I’ve talked with a lot of parents and opinions on dating or courting vary widely across the spectrum. Some families take a more conservative approach and other families are more laid back in regards to the subject.
My oldest child is almost 16 and I will tell you that she arrived at that age seemingly overnight. It doesn’t seem like that long ago I was arguing with my parents about dating. Now my daughters are arguing with me! I say this because I think it’s important to start thinking about teenage topics and issues before your children become teens.
At what age will you allow your child to date? At what age will you allow your child to go on car dates? At what age will he or she be allowed to date with or without a chaperone? Do you even believe that a chaperone should be present during an outing? These are important questions to consider.
Not only should you answer the questions, but you should be able to explain why. When I was a teen the answer was-because I am your parent that is why. I want something a little more concrete though for my own children. Because of that, I’ve done a lot of reading and thinking in preparation for the inevitable. The inevitable has now happened-my one child has asked if she can start to date.
There are an incredible amount of information out there written on dating! Before buying a book or surfing the net to look for information, you should consider your personal value system. For example, I’m pretty conservative in my parenting style and therefore, I looked for books or resources created by parents with a similar parenting style to my own. My husband and I talked about our beliefs and values and created what we felt was a sensible dating plan for our daughter.
Realize too that what is appropriate for one child may not be appropriate for another child at the same age even if they are siblings. I know of one mom who let her one son go on a date at 14. However, she didn’t feel that her older son, who was 15, was mature enough to go out on a date. She sat down with both boys and explained her logic and reasons. The 15 year old was not happy, but he understood that she had thought through her decision at great length. She wasn’t playing favorites or “being mean”. She was trying to do what was right for both of them.
During the past few years, my children and I have had quite a few conversations about dating, mostly because I began dating about 5 years ago after my divorce. I re-married 3 years ago. Dating as an adult when you have children is another post topic all together, but suffice it to say that my dating experiences opened the way for some honest conversation between the kids and I. Of course, I gave them kid friendly answers which were age appropriate!

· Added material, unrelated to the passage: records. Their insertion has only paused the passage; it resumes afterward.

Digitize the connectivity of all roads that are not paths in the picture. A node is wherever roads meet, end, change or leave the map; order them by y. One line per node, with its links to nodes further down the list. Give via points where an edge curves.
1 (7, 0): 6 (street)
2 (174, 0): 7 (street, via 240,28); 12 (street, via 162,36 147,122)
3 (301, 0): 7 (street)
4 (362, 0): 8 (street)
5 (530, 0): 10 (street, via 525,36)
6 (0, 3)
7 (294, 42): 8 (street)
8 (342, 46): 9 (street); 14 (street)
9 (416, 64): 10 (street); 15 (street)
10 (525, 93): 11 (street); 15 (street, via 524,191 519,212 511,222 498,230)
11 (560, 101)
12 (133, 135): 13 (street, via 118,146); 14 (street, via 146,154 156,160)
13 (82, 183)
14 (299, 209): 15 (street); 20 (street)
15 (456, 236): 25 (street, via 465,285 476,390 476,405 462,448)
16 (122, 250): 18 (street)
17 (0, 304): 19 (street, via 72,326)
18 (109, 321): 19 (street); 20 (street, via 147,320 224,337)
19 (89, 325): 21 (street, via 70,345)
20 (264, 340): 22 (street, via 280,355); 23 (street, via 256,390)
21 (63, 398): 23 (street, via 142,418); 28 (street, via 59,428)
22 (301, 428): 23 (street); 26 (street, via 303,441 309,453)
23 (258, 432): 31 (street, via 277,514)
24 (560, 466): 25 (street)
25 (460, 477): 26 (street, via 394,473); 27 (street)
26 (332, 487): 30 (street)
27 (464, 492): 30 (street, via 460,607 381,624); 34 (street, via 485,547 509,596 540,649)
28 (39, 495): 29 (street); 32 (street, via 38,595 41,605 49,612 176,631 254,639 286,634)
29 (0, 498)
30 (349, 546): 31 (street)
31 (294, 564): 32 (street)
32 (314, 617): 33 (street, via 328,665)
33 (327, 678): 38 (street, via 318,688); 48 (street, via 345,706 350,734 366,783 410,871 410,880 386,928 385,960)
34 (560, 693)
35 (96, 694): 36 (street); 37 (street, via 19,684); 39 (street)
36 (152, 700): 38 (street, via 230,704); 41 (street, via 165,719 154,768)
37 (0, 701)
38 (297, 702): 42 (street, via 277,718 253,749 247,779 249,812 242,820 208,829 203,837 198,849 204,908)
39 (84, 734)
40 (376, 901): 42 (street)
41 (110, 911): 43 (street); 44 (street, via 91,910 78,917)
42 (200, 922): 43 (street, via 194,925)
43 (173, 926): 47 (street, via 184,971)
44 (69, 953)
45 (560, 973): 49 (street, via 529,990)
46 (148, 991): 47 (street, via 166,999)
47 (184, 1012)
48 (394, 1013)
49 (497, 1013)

When I was young, we weren’t allowed to date until we were 18. Basically, this meant that I had my first date when I was in college and it also meant that my family wasn’t around me to advise or help me through the whole process. I ended up marrying my ex, who was very abusive and controlling. I want better for my children. I want them to have some experience dating with some boundaries in a safe environment. Because of that, I’ve decided that my daughters will need chaperones at this time.
The father of my daughter’s love interest is like minded. And so, on her first date with “T”, his father, my husband, and I will be present. Sounds like fun, doesn’t it?